What is needed here is every line of the records that includes "Format".
──────── Excerpted data ────────
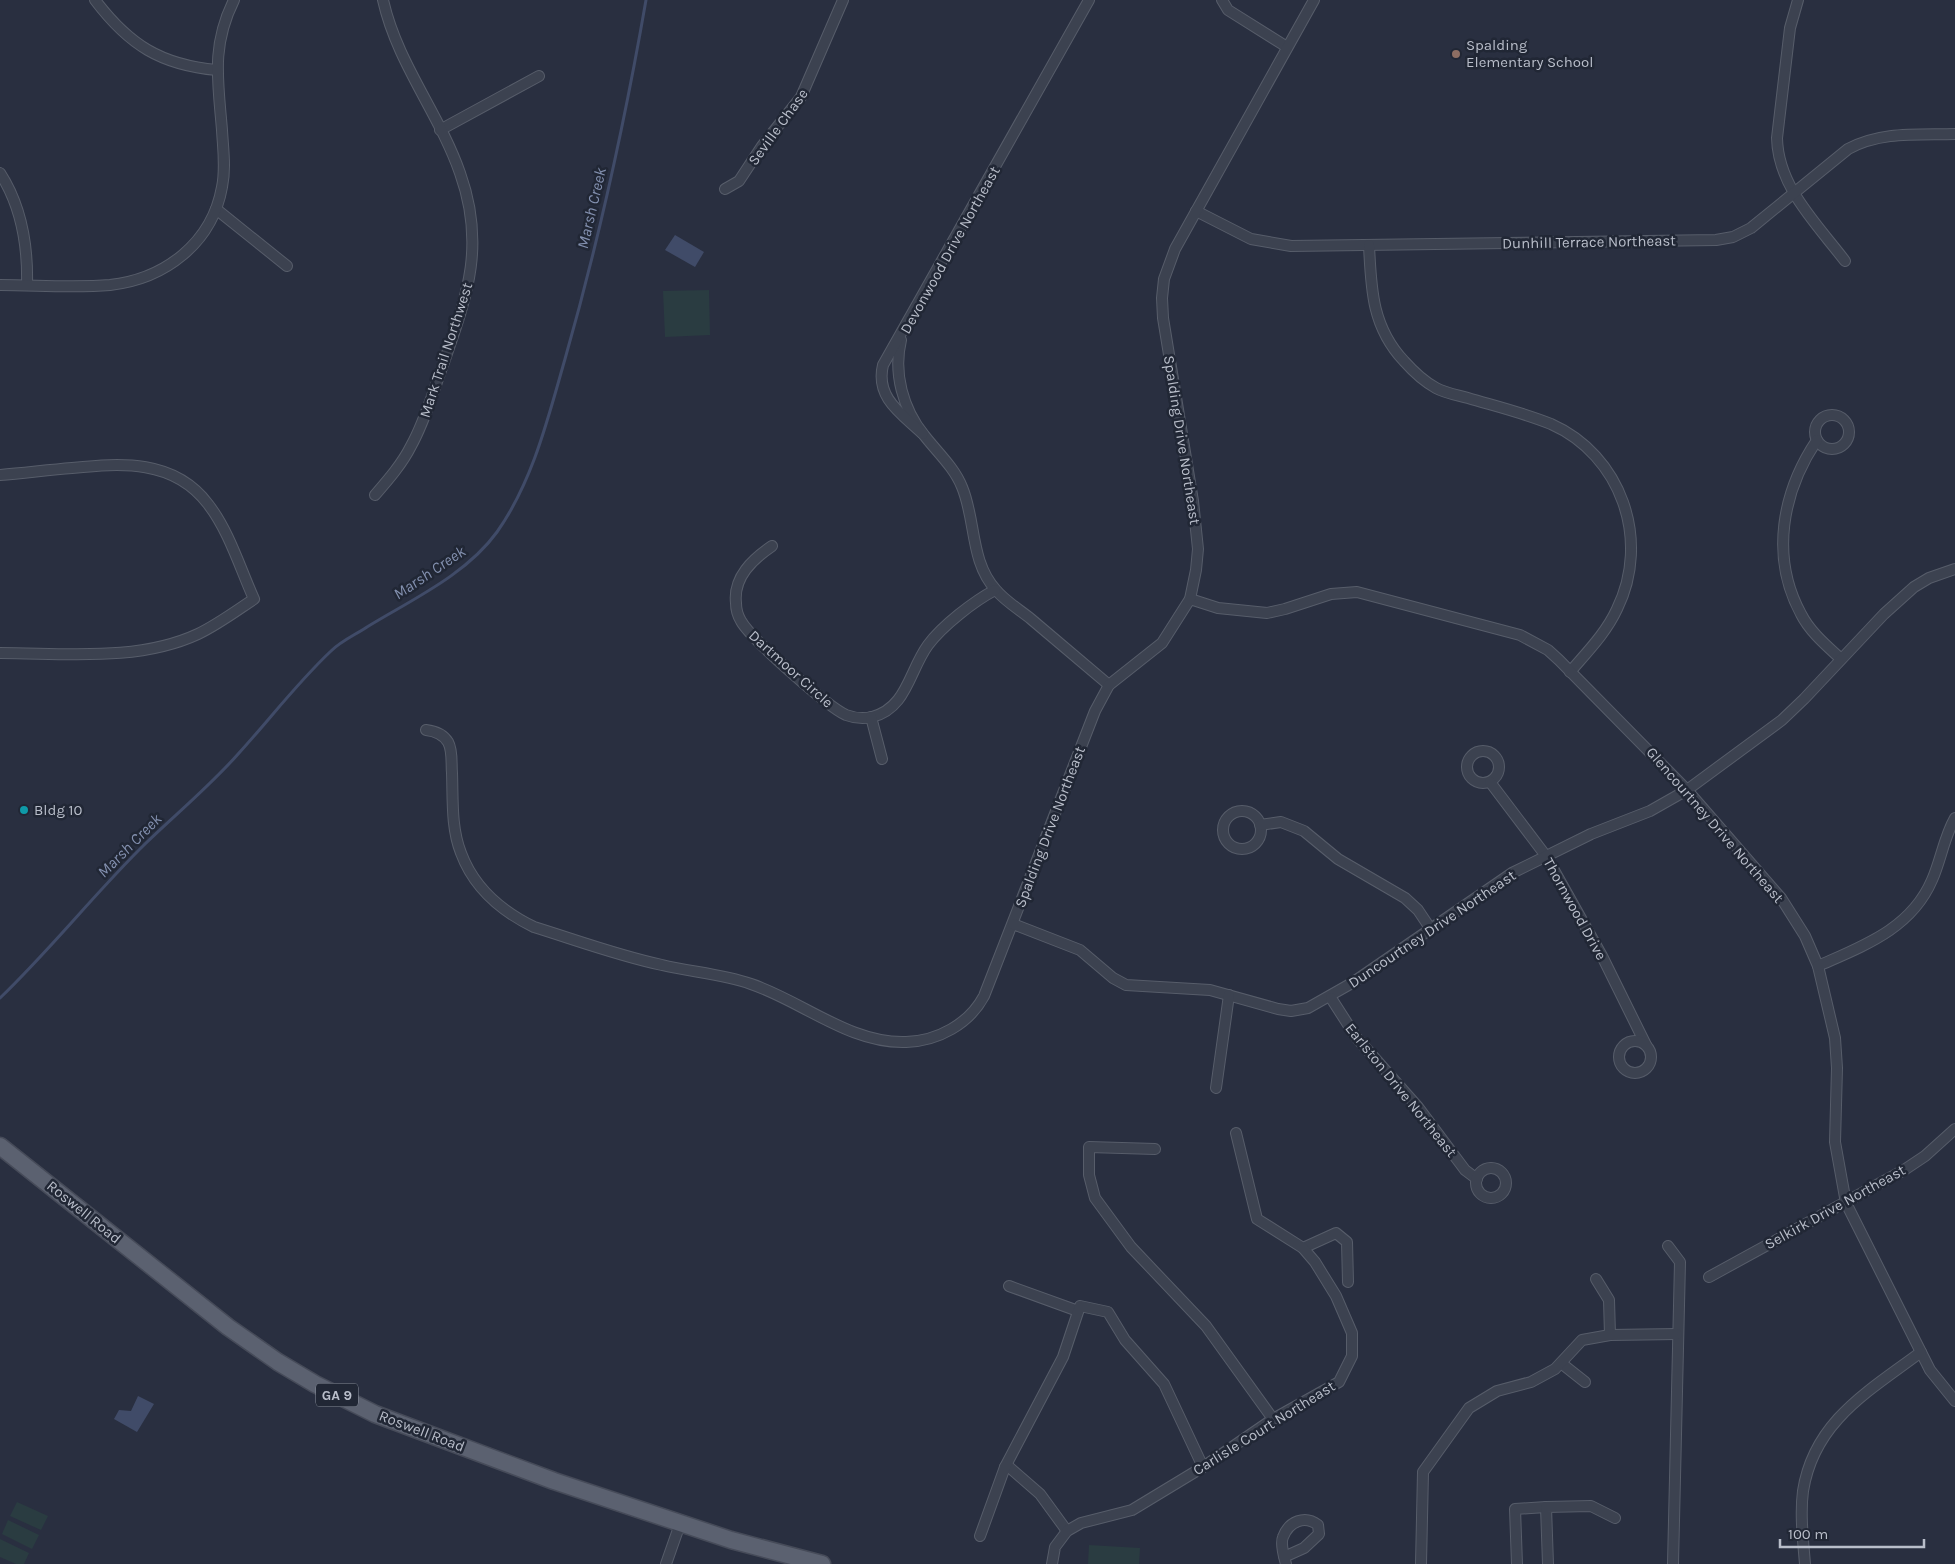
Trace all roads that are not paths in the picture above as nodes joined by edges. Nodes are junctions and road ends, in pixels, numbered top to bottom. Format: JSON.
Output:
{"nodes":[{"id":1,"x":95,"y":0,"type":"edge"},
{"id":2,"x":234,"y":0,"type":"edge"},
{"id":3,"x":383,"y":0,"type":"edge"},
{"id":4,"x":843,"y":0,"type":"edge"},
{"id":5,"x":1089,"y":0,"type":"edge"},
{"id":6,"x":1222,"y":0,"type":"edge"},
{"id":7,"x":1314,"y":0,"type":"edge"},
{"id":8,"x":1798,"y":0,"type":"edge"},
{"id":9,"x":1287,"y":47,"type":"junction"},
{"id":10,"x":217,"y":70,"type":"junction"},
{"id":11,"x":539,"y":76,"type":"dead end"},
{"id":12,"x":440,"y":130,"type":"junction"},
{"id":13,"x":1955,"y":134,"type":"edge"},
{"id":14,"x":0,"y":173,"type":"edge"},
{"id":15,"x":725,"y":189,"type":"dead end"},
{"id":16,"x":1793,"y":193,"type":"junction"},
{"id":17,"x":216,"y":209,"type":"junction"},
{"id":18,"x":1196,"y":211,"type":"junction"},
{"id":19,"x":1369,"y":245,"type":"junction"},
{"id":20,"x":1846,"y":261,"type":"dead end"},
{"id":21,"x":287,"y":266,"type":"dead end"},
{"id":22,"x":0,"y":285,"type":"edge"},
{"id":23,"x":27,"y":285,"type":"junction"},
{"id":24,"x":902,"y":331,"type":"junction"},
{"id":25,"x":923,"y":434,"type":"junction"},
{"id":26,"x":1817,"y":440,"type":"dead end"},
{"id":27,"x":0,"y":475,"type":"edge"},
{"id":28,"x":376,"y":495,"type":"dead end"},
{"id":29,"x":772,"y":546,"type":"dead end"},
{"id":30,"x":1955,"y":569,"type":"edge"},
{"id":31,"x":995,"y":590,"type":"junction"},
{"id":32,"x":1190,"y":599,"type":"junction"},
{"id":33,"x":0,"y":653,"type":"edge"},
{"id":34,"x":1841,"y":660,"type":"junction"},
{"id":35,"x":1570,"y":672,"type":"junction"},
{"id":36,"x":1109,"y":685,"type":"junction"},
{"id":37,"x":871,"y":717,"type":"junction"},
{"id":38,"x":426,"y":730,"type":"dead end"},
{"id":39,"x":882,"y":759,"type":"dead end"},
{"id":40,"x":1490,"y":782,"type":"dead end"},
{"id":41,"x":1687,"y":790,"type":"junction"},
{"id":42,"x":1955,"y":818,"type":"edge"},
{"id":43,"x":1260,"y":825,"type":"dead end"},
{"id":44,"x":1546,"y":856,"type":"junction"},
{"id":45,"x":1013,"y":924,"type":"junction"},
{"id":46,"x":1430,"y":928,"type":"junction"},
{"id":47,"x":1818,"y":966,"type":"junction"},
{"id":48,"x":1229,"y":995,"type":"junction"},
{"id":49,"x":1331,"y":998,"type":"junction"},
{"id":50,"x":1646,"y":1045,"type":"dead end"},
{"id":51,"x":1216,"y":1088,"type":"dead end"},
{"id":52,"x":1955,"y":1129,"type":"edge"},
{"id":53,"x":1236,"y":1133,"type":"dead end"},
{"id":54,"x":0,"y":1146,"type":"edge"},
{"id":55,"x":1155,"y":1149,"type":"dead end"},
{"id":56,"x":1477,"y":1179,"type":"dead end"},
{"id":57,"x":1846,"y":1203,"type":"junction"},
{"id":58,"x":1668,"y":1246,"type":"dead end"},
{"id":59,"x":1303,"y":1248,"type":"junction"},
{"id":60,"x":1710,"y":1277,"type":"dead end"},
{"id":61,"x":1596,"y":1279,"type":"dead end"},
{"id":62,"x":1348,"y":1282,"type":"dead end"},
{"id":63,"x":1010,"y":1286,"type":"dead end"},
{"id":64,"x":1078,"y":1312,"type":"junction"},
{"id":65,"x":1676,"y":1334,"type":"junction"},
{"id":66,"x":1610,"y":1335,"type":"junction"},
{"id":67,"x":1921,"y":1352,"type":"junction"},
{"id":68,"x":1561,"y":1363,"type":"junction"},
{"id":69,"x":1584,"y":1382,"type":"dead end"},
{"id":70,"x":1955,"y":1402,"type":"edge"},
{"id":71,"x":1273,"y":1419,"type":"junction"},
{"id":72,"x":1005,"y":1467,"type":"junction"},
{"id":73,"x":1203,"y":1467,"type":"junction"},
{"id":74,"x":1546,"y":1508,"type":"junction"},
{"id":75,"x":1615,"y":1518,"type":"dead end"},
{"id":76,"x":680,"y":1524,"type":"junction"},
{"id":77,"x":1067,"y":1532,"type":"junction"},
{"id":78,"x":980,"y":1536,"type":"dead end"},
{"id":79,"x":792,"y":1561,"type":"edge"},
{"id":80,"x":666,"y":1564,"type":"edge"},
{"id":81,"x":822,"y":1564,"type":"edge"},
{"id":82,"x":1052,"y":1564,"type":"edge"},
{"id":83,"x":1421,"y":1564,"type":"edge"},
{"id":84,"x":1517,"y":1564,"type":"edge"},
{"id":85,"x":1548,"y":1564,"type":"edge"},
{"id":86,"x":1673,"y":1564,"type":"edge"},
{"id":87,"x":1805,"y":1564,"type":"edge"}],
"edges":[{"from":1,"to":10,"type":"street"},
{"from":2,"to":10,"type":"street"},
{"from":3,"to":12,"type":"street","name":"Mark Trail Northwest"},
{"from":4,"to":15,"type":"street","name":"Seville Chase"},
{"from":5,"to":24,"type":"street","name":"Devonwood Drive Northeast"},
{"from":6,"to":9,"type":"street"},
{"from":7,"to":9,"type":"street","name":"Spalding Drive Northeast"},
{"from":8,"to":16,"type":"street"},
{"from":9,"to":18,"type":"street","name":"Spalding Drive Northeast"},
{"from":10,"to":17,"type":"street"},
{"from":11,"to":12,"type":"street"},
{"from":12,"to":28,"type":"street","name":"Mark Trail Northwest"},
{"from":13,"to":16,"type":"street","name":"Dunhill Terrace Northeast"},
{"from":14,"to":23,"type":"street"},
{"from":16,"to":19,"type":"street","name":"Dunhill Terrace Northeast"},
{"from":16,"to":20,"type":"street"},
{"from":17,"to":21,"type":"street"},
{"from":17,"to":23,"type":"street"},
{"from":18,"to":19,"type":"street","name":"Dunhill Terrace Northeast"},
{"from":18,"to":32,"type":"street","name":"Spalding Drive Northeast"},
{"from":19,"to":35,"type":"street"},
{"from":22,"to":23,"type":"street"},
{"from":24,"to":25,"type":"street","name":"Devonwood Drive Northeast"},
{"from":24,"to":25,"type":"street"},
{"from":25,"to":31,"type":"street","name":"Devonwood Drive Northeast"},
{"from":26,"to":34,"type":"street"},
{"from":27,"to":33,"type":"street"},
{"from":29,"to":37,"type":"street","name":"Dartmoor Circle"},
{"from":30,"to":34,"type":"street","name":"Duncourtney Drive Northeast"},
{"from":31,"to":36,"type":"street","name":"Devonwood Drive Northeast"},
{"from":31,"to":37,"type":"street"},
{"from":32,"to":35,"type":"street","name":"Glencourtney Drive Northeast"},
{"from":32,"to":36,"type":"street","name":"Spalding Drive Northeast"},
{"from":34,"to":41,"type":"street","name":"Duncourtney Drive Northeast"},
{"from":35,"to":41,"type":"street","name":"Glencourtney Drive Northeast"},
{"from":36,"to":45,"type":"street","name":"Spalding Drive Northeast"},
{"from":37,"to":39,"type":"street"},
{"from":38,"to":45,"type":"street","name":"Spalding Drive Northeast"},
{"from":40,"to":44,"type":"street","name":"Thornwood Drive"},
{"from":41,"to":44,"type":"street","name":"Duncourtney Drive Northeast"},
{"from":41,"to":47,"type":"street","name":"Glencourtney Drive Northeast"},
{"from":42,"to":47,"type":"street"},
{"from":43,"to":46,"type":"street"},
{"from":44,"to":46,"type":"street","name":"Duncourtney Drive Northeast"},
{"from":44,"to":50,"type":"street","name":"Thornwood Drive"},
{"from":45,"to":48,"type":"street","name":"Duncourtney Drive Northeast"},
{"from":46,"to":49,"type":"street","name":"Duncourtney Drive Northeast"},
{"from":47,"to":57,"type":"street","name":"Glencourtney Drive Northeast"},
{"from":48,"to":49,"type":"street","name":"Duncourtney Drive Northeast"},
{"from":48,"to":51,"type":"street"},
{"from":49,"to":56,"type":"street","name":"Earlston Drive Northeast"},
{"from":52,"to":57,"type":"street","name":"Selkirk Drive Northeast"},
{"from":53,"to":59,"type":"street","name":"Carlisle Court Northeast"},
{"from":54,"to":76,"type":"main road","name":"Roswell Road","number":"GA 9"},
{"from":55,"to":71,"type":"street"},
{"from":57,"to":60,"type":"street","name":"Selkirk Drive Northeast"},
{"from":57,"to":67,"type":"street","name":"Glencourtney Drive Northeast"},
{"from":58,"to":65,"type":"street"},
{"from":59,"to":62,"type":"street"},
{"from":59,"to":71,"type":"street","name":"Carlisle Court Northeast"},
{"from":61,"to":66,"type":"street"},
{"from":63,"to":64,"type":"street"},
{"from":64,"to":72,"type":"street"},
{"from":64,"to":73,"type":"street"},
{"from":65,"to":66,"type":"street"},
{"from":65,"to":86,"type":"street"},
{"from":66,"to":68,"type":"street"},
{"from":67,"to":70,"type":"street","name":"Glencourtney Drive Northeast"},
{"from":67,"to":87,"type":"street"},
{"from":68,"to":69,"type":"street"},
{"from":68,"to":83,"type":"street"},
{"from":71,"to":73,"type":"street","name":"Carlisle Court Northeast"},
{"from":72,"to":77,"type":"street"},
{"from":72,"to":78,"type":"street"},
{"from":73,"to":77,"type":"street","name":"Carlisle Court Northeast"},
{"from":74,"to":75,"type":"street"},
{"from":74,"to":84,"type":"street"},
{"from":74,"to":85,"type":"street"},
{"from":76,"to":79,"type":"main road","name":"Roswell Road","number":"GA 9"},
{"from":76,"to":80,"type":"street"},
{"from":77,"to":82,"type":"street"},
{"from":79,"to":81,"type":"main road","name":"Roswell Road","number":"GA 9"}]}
────────
──────── Excerpted data ────────
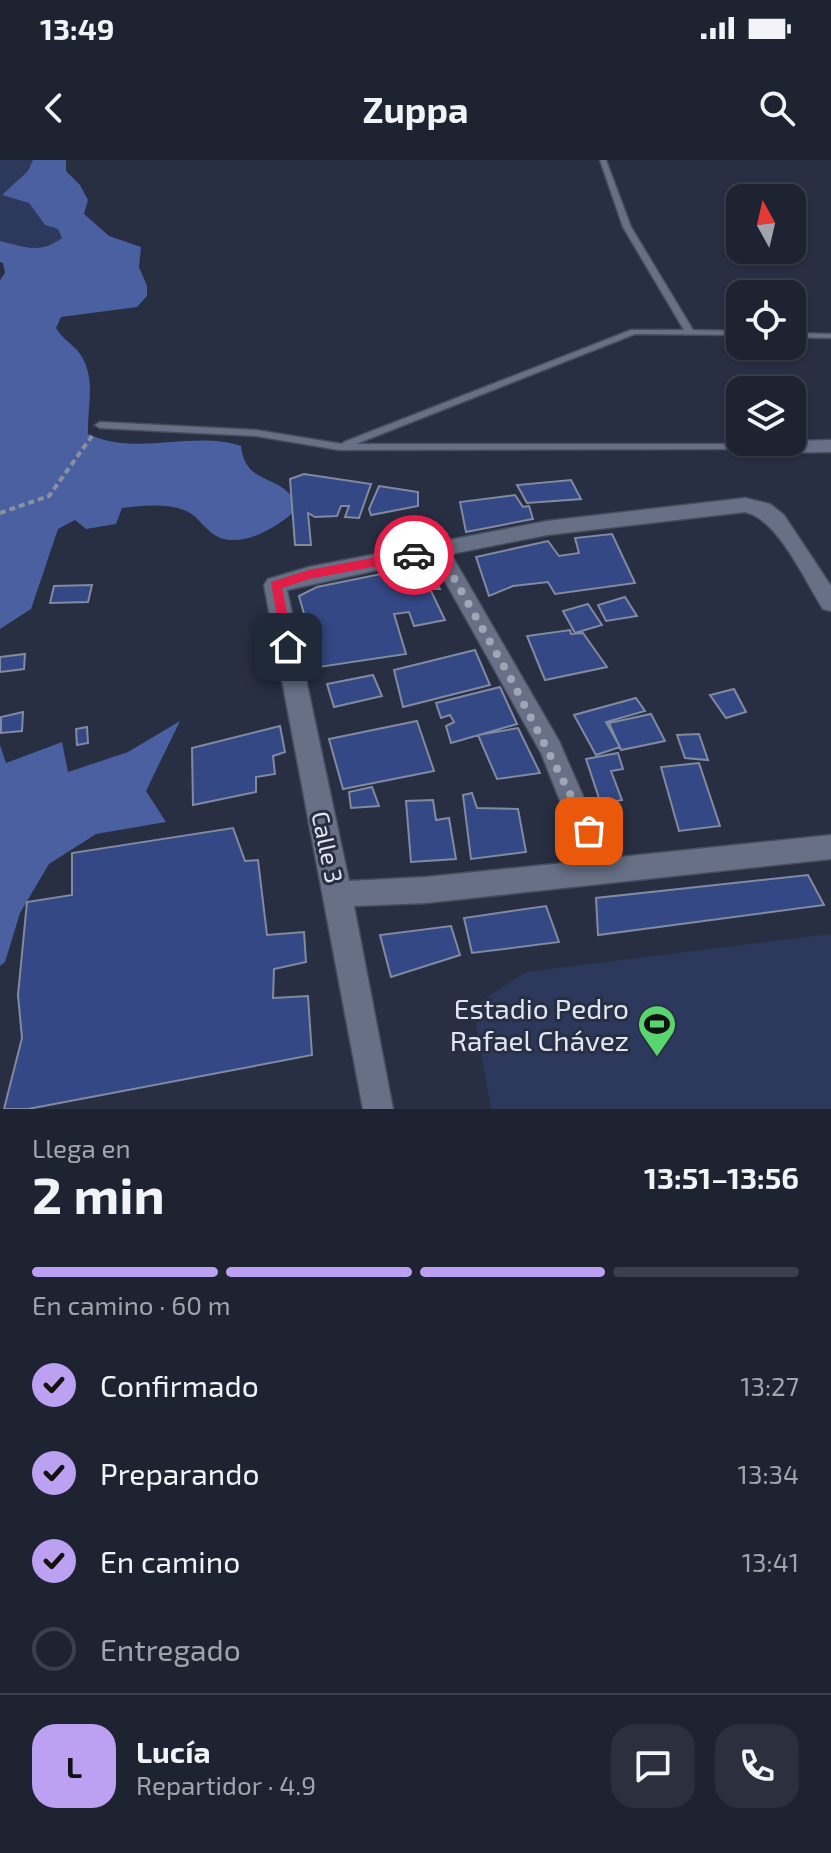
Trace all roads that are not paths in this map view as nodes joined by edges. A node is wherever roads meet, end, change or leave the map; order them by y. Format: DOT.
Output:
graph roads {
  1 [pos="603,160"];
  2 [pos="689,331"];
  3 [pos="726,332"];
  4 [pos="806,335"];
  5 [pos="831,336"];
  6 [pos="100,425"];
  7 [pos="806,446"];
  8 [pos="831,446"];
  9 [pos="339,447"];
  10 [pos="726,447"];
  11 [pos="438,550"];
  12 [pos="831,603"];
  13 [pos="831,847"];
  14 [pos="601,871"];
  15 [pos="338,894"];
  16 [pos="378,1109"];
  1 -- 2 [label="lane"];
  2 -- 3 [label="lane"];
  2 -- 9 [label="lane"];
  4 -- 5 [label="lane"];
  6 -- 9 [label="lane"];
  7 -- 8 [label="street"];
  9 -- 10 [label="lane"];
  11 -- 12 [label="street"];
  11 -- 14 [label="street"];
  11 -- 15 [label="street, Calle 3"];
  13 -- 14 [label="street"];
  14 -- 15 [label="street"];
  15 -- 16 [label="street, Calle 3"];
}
────────
Task response:
Trace all roads that are not paths in the picture above as nodes joined by edges. Nodes are junctions and road ends, in pixels, numbered top to bottom. Format: JSON.
Trace all roads that are not paths in this map view as nodes joined by edges. A node is wherever roads meet, end, change or leave the map; order them by y. Format: DOT.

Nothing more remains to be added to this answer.